A friend of mine was complaining that he feels like he’s being pushed into a management position and provided with the experience and skills development opportunities to help him with that, when he doesn’t want to go into management. He feels as if his development needs aren’t being met, as he’s not being listened to. This emphasises the fact that management is not right for everyone and if you feel it’s not right for you then you shouldn’t be bullyed into doing it. Organisations should also allow space for individuals to develop without moving up the hierarchy of the institution.
Secondly I had a hypothetical conversation with my fiance about the different options available if/when we have children and he suggested that he could become a house-husband, which completely threw me as I hadn’t even considered it beforehand. He’s an academic and really loves his job (and is very good at it – although I’m biased) so I had assumed that he wouldn’t be able to, or want to, give it up for me to continue working.
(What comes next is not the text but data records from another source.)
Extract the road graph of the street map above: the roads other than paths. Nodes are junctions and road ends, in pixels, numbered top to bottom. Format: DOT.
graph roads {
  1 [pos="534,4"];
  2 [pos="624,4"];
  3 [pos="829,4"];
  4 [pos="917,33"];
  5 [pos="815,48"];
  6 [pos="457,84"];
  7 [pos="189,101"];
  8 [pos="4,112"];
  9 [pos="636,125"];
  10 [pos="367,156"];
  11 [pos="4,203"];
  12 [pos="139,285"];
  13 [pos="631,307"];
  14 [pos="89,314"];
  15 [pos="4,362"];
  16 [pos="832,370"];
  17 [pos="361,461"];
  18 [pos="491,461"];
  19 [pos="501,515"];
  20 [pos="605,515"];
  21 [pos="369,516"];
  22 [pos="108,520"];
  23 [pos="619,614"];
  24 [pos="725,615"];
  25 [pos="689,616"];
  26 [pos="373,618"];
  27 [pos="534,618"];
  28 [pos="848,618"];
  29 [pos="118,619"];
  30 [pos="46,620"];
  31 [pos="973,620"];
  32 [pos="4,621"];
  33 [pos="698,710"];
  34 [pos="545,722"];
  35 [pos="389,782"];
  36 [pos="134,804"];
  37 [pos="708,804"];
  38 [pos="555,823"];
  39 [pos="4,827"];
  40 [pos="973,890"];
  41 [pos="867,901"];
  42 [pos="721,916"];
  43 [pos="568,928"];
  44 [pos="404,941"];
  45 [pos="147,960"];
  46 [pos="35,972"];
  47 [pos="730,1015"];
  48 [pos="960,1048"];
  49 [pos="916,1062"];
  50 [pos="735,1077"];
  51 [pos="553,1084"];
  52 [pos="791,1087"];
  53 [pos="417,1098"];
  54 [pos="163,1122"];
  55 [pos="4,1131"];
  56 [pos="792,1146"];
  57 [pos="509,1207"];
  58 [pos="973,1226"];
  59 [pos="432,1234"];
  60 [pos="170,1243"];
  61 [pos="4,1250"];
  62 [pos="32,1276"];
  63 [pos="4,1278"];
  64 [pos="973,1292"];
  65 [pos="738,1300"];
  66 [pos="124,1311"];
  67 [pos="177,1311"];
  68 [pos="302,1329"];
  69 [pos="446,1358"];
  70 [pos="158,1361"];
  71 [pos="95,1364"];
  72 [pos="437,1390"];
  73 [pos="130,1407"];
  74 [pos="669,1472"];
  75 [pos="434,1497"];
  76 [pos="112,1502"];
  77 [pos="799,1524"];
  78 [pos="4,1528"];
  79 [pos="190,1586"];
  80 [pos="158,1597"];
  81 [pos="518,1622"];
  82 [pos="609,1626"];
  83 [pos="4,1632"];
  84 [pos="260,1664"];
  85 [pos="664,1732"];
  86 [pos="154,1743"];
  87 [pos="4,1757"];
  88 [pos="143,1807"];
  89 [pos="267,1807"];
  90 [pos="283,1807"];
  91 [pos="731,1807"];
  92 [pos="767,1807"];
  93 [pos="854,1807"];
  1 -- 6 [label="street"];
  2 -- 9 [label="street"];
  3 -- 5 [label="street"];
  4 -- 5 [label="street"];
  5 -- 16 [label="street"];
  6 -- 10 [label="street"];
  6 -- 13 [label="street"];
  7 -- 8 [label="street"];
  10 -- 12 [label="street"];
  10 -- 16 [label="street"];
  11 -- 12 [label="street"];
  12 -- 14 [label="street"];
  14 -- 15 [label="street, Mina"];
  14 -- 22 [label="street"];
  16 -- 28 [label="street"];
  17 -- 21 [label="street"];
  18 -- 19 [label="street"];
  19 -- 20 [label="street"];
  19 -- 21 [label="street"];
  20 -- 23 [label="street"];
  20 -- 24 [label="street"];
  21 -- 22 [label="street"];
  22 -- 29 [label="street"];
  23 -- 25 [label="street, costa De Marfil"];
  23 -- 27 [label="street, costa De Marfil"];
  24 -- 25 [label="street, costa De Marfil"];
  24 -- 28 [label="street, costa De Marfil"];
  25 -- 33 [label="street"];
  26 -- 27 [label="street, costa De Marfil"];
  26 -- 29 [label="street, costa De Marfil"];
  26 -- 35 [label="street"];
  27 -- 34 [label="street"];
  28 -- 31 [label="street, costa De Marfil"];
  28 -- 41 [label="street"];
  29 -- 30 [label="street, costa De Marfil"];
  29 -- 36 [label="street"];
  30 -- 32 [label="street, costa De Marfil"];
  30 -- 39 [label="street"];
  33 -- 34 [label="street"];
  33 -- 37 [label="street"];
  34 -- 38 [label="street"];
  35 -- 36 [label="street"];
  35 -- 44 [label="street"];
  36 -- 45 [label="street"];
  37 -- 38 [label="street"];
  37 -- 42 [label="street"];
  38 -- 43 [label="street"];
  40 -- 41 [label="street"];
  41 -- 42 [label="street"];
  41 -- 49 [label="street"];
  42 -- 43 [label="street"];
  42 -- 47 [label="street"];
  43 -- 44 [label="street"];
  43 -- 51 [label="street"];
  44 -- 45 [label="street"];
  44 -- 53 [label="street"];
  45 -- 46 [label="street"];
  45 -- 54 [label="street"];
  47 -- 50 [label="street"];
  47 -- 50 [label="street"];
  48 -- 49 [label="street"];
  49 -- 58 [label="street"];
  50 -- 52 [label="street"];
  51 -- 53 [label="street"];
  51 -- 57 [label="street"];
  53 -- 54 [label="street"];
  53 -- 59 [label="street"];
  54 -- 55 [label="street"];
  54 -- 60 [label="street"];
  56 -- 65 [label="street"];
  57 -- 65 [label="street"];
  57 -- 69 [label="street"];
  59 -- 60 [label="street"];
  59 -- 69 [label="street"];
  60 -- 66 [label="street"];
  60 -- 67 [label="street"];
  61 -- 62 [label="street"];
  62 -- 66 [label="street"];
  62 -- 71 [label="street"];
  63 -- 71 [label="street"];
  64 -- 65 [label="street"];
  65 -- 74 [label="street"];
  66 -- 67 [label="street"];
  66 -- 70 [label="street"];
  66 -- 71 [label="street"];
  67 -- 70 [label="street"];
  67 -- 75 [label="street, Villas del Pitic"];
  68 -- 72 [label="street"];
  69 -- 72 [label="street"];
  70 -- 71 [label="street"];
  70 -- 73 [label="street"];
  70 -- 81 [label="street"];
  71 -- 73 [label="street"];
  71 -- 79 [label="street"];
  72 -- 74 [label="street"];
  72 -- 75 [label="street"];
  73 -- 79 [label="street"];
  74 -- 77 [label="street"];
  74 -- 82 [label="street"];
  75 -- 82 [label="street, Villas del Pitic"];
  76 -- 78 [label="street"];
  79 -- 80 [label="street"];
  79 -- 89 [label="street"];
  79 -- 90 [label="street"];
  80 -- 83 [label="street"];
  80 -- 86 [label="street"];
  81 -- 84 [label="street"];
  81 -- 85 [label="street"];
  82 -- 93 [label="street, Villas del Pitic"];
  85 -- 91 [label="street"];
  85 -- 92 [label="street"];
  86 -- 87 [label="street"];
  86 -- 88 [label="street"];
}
But he knows someone else who has done it and continued doing research in his spare time. I don’t know what we will do when the situation arises (assuming that it will), but it is good to know that there are lots of options. Now I’ve finished my chartership I’ve had a chance to think about what I want to do next and I do want to move into management, but I don’t know if I will still want to once I have children, as that will change everything. Anyway, one step at a time – there’s the wedding to sort out first!